(Instructions to follow): Among the entries below, find the lines with "ring" and copy them.

START Data records

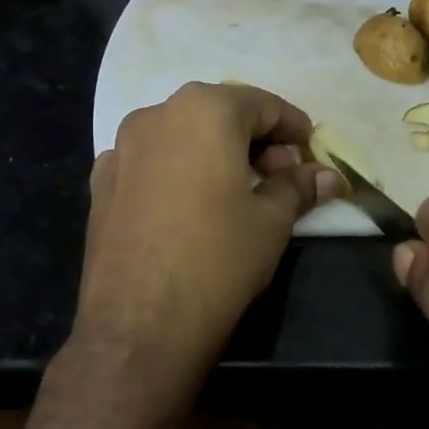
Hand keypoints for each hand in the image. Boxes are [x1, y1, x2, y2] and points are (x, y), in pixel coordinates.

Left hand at [75, 82, 342, 374]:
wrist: (138, 324)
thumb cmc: (217, 261)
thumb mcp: (271, 222)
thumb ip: (298, 187)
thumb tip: (328, 176)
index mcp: (203, 110)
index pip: (261, 104)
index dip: (292, 127)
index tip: (309, 151)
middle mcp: (155, 115)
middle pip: (217, 115)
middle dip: (254, 141)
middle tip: (279, 178)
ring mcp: (120, 149)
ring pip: (180, 137)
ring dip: (213, 154)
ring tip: (235, 193)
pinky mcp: (100, 184)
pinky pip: (149, 164)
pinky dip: (176, 173)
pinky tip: (188, 208)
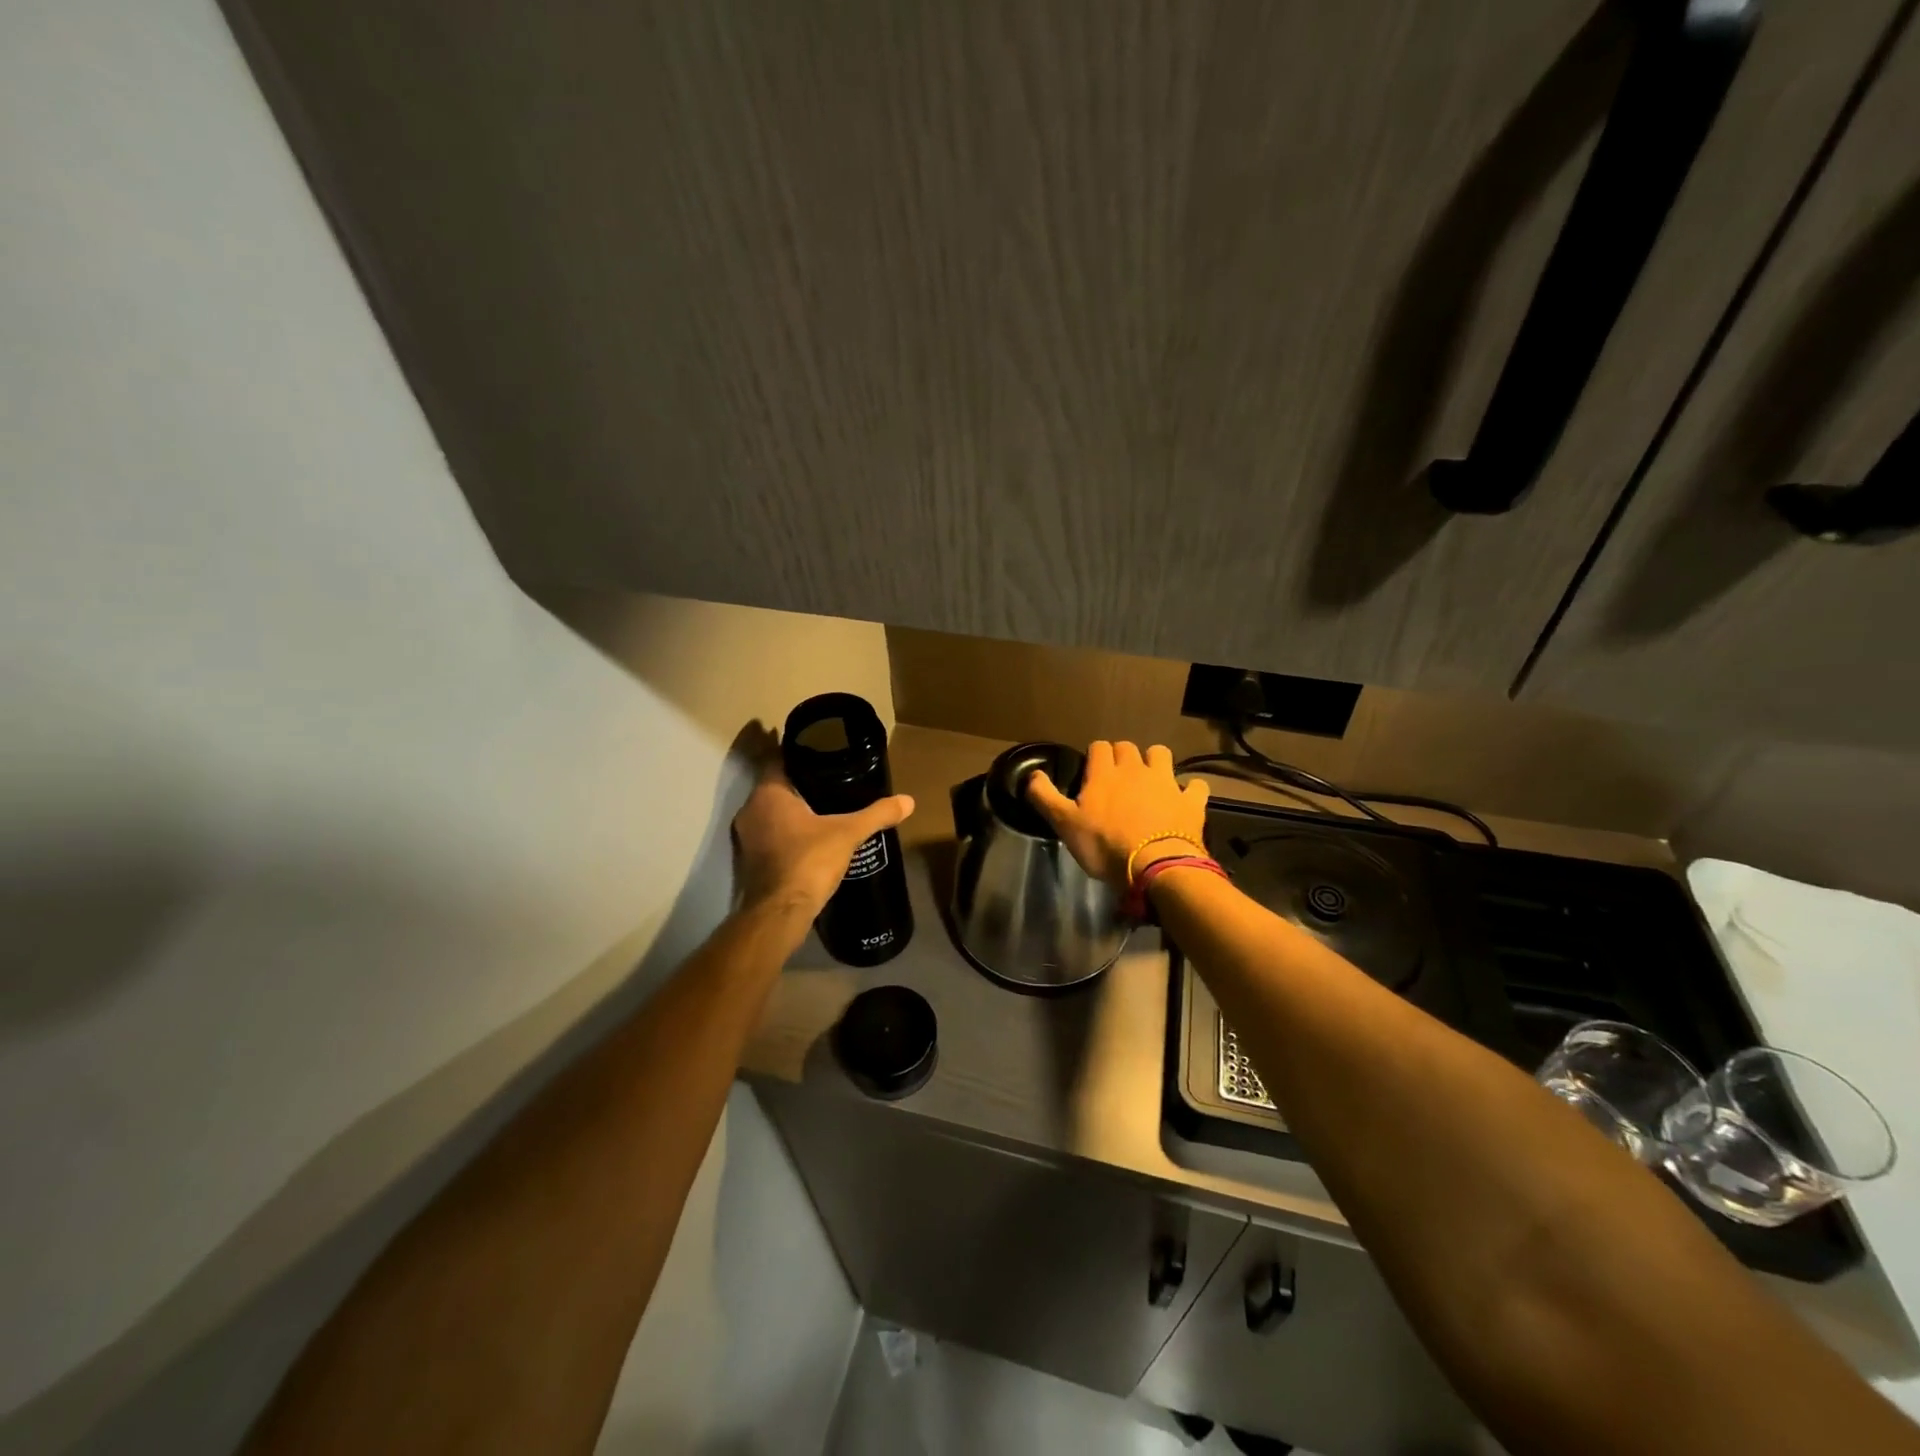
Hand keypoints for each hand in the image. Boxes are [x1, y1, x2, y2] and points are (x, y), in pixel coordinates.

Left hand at [732, 729, 914, 916]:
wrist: (780, 914)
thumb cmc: (809, 861)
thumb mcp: (848, 833)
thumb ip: (877, 814)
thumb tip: (908, 801)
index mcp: (768, 793)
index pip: (779, 760)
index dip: (800, 754)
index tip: (823, 753)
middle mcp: (750, 810)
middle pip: (776, 786)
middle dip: (801, 783)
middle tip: (831, 780)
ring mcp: (746, 837)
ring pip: (771, 813)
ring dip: (793, 810)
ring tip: (825, 808)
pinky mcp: (750, 861)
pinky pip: (771, 835)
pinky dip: (788, 832)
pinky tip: (811, 837)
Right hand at [1027, 741, 1207, 888]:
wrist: (1156, 867)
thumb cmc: (1105, 845)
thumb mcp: (1065, 824)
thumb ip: (1045, 796)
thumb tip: (1032, 773)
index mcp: (1104, 773)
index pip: (1099, 747)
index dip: (1094, 756)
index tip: (1090, 771)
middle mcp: (1136, 769)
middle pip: (1128, 747)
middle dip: (1122, 756)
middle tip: (1116, 777)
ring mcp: (1167, 782)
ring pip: (1161, 754)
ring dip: (1154, 761)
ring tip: (1149, 780)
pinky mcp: (1190, 801)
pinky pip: (1195, 785)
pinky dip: (1189, 789)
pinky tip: (1184, 798)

END Data records

(Answer):
ring mcp: (120, 149)
ring pip: (180, 137)
ring dip: (213, 154)
ring tip: (235, 193)
ring mcp: (746, 837)
ring pip: (771, 813)
ring dip: (793, 810)
ring tip: (825, 808)
ring mcp: (1167, 782)
ring pip: (1161, 754)
ring dip: (1154, 761)
ring tip: (1149, 780)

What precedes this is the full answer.